Deb, You are in the beginning stages of your grief. I call it the numb stage. You sort of just accept tomorrow because it just came. For 7 years you took care of your husband and then you hit a brick wall at 100 miles an hour and then there is nothing, it just stopped. I know I hit that wall twice, once when I took care of my mom and 7 months after she passed I took care of my husband for 17 months until his passing.
Families, what do you say about them? With one dying breath my mother-in-law never said a kind word to me or about me. She blamed me for his cancer! Eleven months later she passed away with this bitterness towards me. We never had children so I am alone. I live 3 hours away from my brother, I was never close too, so I am totally alone, and he has definitely moved on with HIS life!
My husband passed from lung cancer just one year ago and there has not been a day I have not shed a tear over his passing. My heart is broken and so heavy with grief. He was my everything we worked well together and we always were there to protect each other, to pick each other up when we fell or faltered, we were a team. But somehow I am able to move forward and accept the day God has given me. Stay strong, it is not an easy road we are walking down but we always seem to get to another day. Hugs, jane P.
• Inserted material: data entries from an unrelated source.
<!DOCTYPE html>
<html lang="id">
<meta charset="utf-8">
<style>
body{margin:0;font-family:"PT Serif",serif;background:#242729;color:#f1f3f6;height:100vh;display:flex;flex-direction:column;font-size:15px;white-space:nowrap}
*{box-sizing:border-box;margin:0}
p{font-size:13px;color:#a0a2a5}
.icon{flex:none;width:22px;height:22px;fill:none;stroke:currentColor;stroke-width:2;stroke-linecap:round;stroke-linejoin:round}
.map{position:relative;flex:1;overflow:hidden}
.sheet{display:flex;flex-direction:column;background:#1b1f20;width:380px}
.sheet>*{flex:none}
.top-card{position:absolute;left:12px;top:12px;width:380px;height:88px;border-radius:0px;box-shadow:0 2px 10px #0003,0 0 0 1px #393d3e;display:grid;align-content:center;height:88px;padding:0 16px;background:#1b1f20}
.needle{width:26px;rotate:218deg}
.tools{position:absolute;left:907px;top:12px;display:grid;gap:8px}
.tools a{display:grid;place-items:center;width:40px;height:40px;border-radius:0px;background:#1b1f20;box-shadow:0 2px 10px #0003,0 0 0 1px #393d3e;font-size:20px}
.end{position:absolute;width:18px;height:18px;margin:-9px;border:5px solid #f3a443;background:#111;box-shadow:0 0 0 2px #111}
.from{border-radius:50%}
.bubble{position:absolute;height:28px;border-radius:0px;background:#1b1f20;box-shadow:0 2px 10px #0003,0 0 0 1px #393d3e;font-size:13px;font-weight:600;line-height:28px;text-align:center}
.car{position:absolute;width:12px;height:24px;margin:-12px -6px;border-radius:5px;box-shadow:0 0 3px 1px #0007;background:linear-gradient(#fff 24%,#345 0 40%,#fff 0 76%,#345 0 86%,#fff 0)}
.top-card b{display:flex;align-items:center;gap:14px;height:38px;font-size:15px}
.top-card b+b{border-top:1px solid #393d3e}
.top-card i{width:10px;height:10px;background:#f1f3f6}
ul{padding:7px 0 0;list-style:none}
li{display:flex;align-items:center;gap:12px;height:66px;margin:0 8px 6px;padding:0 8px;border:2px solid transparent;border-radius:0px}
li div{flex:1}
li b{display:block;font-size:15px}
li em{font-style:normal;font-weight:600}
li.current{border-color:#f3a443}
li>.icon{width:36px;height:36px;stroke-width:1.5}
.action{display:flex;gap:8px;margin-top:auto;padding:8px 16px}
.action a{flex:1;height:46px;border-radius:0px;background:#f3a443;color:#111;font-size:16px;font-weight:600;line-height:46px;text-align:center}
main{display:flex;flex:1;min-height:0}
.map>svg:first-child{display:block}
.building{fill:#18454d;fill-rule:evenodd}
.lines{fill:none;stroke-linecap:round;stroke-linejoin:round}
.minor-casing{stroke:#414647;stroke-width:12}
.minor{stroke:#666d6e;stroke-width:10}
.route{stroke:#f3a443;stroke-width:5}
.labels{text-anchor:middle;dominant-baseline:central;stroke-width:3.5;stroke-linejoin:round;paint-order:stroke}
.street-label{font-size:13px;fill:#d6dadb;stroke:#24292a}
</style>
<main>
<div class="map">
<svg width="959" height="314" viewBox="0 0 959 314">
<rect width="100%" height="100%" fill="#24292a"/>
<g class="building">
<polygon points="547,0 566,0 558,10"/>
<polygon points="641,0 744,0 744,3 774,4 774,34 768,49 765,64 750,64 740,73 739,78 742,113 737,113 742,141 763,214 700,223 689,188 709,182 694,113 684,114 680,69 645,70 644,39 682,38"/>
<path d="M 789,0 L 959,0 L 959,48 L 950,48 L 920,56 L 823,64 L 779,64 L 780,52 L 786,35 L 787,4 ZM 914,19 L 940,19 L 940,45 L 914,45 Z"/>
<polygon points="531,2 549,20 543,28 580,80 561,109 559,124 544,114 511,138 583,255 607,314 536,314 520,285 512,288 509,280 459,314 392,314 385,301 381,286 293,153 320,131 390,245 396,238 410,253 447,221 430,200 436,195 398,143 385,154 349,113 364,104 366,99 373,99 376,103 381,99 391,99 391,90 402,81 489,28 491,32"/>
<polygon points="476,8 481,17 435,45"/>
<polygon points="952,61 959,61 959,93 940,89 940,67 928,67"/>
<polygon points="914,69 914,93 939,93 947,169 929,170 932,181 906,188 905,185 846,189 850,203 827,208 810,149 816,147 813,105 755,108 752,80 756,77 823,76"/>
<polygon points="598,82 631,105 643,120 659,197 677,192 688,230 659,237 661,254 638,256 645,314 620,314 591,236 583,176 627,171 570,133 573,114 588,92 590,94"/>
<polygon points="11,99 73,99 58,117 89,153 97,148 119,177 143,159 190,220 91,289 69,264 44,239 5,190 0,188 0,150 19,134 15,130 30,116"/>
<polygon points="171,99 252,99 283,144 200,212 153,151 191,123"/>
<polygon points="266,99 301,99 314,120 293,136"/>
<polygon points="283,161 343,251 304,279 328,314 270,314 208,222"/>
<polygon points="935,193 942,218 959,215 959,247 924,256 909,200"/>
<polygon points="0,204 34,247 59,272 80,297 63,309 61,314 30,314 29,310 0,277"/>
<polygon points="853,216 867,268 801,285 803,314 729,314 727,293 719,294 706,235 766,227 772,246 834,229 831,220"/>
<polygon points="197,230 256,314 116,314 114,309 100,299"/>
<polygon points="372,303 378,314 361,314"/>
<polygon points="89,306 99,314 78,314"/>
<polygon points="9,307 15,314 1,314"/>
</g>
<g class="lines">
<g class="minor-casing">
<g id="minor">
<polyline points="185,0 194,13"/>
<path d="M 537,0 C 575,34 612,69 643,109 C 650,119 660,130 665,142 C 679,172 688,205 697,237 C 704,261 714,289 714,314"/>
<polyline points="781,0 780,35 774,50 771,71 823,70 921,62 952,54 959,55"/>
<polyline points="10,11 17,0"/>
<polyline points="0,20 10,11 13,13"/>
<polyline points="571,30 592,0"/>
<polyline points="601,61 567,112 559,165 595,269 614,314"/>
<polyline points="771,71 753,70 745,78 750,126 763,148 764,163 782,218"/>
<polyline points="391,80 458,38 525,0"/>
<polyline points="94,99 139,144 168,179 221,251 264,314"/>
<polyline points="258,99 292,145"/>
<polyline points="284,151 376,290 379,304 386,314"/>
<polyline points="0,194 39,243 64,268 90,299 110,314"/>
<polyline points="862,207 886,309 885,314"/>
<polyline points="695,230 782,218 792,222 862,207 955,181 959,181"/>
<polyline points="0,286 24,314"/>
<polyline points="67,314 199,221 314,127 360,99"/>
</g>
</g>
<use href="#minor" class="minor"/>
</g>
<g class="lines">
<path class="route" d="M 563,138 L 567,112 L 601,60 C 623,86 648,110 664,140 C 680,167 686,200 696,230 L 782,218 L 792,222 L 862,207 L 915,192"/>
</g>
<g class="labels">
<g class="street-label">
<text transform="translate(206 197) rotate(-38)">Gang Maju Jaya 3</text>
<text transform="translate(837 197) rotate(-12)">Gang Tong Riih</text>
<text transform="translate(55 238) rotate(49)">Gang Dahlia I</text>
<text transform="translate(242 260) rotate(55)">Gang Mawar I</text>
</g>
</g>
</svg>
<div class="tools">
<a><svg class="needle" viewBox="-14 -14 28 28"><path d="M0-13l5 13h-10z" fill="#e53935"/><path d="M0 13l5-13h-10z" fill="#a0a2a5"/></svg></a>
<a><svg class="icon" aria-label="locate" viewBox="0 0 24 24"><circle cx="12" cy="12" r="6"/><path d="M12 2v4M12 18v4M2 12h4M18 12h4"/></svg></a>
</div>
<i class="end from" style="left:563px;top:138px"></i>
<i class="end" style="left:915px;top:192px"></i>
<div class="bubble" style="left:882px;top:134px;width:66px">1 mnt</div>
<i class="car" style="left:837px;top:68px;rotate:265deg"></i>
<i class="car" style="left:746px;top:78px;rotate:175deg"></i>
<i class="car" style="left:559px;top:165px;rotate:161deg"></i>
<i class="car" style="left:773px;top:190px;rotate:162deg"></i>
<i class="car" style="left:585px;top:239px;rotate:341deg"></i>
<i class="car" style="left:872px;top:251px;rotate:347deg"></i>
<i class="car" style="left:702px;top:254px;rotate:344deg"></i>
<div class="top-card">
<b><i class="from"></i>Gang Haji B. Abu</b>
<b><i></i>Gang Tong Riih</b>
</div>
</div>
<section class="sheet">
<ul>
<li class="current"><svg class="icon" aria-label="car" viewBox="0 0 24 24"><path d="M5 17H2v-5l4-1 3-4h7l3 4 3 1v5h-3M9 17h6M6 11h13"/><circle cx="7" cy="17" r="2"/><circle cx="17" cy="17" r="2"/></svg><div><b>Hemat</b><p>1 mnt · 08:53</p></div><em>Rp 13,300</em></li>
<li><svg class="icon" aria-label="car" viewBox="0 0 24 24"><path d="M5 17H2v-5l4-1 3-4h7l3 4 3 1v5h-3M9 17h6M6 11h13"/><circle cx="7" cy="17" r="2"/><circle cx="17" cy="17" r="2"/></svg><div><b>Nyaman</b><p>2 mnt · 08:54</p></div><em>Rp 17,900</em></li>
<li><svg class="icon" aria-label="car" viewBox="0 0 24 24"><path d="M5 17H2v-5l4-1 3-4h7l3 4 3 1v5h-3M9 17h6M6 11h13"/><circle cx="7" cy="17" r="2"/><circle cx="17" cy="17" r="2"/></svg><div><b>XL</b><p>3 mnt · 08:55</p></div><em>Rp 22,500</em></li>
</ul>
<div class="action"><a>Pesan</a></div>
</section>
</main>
Deb I am so sorry for your loss and even sorrier you had to join us on this roller coaster called grief. This grief is like no other, you will not get over it you just get threw it. You have lost your soul mate, your best friend, your partner for life, there are no words to describe our feelings. You will now be able to see who your true friends are. But with all that said you have come to the right place, here we are all grieving, we are all in different stages of grief, we pass no judgements and you need to realize there are no timeframes in which you need to follow. Come here often even if it is to read posts. You will receive many prayers, good words of advice and tons cyber hugs. Hugs, Jane P.